Brief: From the entries below, copy out every line with "then" in it.

Dataset:
Start of Block
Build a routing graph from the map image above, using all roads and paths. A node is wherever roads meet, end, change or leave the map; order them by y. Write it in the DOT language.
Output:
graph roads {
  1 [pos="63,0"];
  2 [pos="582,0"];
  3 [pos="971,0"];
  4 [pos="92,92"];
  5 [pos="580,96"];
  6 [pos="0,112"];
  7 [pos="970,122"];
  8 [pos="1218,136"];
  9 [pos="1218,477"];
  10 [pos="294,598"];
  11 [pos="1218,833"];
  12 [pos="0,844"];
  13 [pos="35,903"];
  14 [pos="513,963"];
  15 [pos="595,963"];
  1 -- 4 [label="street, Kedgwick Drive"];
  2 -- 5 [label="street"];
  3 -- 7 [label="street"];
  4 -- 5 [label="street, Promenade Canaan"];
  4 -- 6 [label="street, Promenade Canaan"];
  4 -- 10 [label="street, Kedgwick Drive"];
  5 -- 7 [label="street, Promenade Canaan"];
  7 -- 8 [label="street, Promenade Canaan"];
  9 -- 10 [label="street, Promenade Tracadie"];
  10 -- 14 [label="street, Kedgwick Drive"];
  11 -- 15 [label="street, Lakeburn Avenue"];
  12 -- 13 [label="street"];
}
End of Block
Start of Block
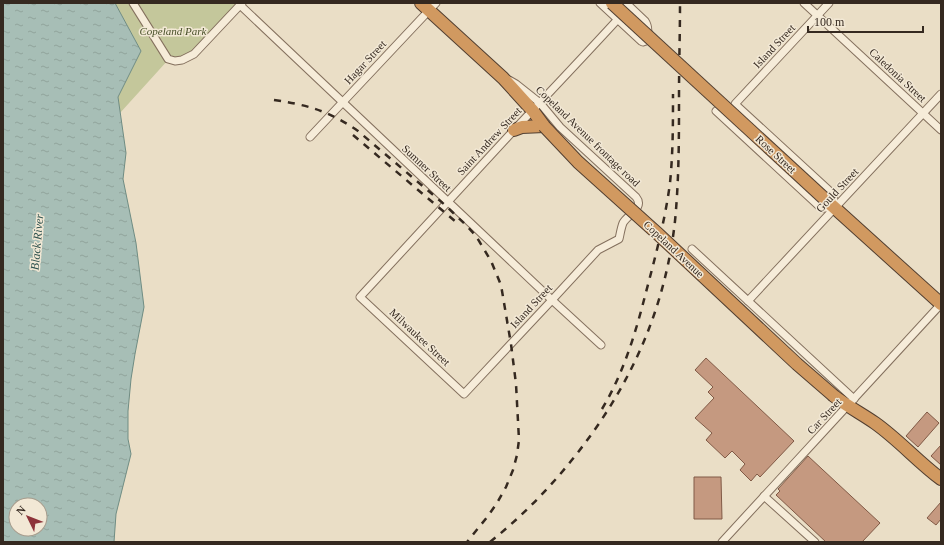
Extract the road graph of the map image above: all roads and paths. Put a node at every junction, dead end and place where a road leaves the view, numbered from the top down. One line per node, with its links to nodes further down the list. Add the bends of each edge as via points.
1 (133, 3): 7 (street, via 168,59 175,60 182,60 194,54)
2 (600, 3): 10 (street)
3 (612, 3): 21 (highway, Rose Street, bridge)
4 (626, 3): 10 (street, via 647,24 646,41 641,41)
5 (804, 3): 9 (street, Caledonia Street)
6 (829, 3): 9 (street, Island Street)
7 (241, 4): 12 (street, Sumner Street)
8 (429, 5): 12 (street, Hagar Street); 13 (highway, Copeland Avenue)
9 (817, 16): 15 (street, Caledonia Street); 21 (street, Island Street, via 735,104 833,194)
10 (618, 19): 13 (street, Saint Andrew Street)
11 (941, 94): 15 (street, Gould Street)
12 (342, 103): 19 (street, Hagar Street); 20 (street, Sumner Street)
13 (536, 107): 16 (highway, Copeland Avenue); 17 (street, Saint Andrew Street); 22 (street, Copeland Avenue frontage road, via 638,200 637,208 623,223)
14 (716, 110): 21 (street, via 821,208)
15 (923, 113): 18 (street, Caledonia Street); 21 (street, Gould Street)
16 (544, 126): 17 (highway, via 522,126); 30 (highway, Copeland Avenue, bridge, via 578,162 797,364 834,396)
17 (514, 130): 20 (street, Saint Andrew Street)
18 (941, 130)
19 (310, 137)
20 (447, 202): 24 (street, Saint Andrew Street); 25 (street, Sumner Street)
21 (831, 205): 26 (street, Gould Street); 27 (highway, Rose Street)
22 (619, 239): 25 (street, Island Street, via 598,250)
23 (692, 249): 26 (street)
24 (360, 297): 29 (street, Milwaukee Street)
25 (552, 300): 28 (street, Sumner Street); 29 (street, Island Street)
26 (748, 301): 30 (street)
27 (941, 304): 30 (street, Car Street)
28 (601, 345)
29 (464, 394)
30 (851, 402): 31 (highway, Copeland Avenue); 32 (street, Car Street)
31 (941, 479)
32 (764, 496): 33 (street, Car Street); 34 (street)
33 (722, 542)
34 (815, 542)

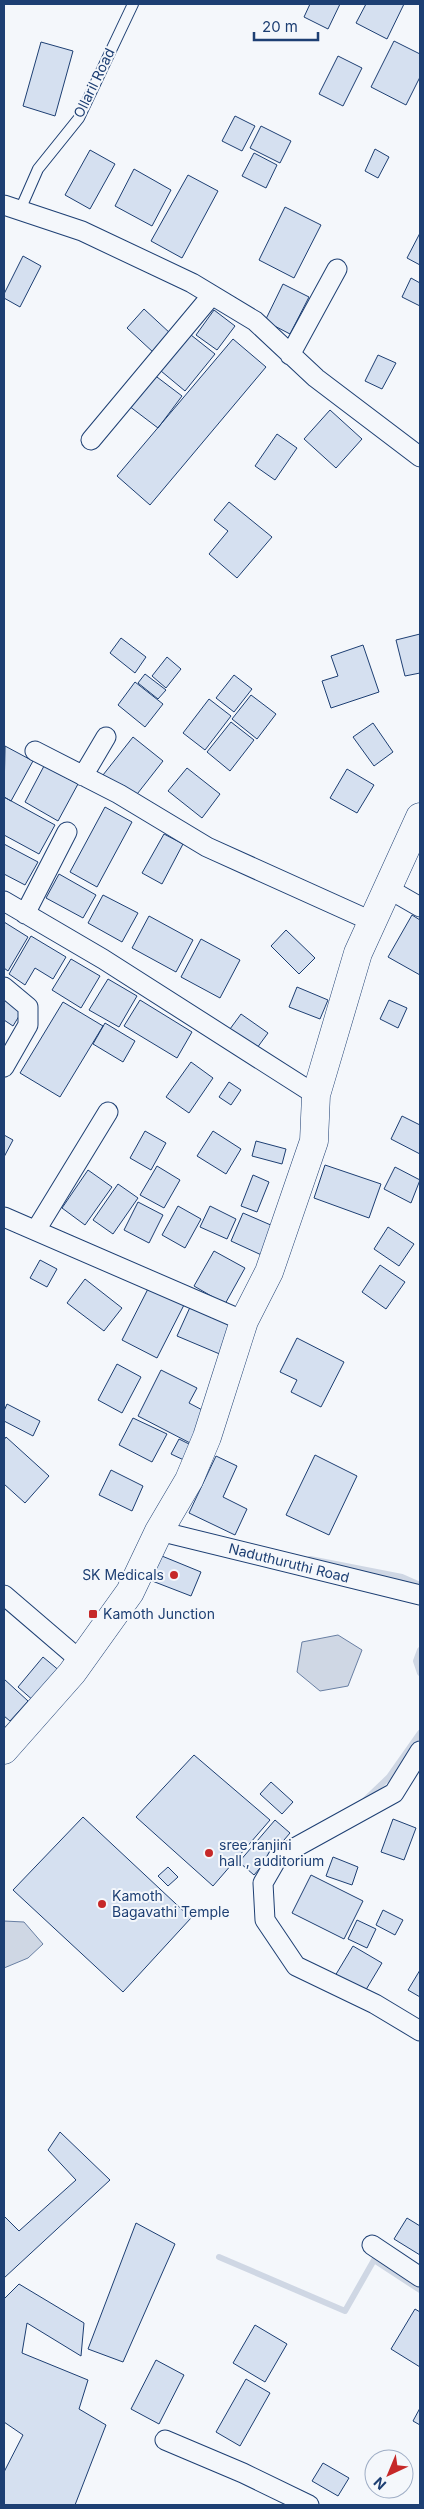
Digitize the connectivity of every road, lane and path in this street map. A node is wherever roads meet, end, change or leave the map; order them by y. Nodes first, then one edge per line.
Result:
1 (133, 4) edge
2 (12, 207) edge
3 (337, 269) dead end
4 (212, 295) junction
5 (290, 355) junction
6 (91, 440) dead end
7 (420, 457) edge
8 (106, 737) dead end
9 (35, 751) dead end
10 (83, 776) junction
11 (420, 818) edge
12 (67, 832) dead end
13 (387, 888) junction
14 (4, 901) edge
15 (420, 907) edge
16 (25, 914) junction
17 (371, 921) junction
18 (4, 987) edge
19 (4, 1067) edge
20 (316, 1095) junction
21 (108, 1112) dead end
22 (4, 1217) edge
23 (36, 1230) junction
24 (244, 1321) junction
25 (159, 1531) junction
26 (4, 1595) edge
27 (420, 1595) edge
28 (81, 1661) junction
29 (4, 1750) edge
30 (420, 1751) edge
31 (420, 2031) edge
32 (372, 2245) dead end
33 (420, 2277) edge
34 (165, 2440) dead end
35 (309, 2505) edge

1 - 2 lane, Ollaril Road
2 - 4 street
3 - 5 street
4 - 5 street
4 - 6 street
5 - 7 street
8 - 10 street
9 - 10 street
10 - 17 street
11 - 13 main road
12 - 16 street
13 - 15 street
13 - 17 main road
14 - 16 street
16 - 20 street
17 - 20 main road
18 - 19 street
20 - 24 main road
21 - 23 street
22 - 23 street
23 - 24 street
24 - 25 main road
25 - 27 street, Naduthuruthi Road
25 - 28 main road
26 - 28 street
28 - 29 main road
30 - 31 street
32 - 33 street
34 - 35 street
End of Block
Start of Block
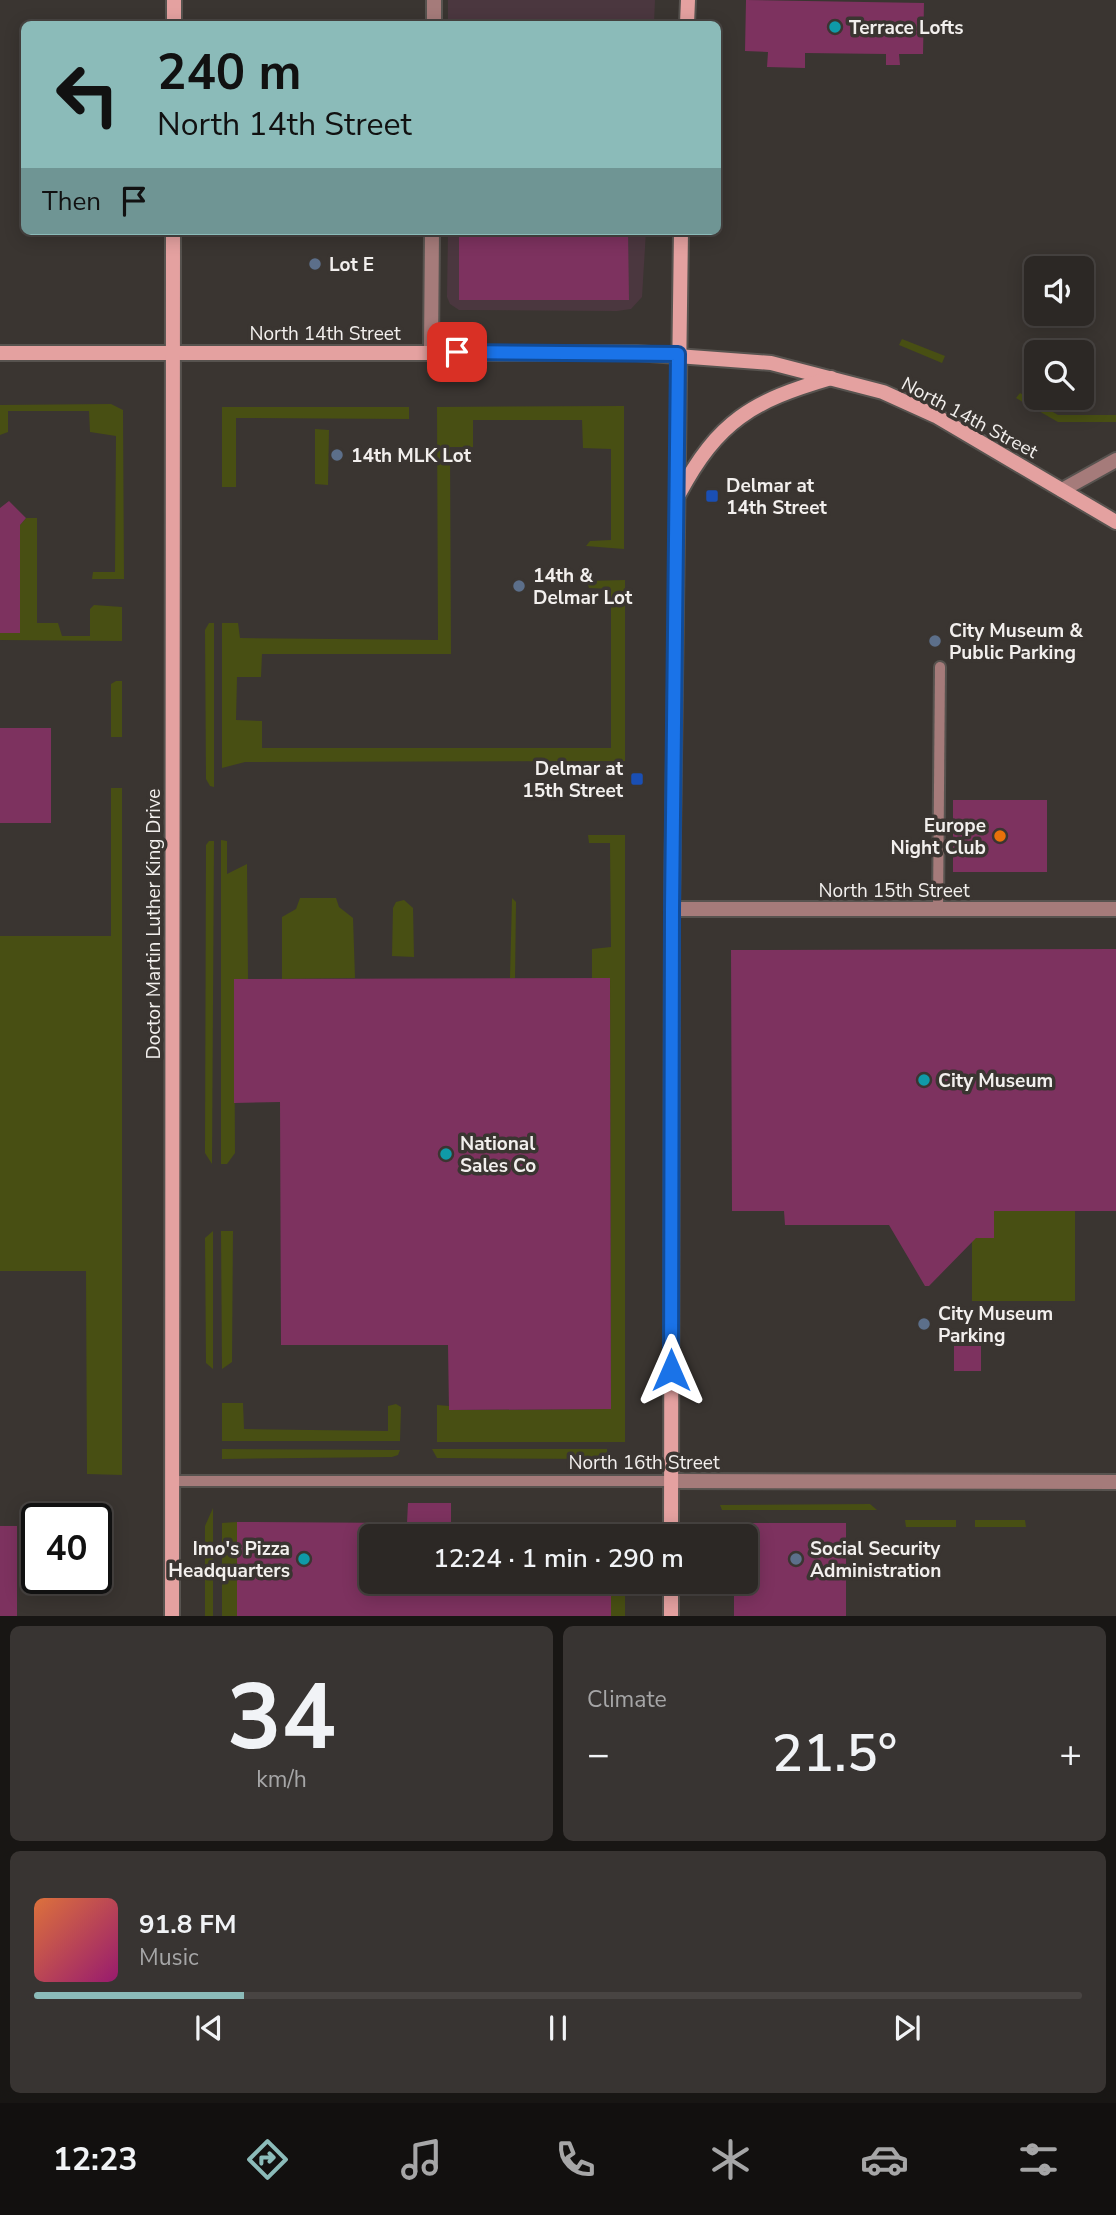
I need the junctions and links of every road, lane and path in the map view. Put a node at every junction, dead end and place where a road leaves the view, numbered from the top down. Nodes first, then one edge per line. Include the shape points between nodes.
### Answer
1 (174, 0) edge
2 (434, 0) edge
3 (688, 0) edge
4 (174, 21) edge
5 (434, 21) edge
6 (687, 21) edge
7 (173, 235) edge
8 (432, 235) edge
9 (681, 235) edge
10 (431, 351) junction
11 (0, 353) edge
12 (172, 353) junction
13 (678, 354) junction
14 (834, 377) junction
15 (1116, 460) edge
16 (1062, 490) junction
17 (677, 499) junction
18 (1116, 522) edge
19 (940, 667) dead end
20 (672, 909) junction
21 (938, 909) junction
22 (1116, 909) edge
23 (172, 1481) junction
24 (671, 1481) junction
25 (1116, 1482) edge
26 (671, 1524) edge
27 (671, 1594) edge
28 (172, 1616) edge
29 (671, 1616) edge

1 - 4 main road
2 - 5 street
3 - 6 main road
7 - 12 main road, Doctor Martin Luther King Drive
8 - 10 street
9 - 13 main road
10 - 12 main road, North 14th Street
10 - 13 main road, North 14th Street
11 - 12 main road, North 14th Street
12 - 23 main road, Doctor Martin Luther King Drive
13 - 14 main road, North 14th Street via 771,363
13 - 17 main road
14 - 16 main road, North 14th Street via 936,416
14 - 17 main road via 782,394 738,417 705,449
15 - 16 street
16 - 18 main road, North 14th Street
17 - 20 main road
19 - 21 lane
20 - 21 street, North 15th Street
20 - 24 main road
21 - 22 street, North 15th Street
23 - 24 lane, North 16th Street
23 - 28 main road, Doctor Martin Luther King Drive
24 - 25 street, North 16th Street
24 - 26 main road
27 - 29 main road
End of Block
Result of the task:
Digitize the connectivity of every road, lane and path in this street map. A node is wherever roads meet, end, change or leave the map; order them by y. Nodes first, then one edge per line.
I need the junctions and links of every road, lane and path in the map view. Put a node at every junction, dead end and place where a road leaves the view, numbered from the top down. Nodes first, then one edge per line. Include the shape points between nodes.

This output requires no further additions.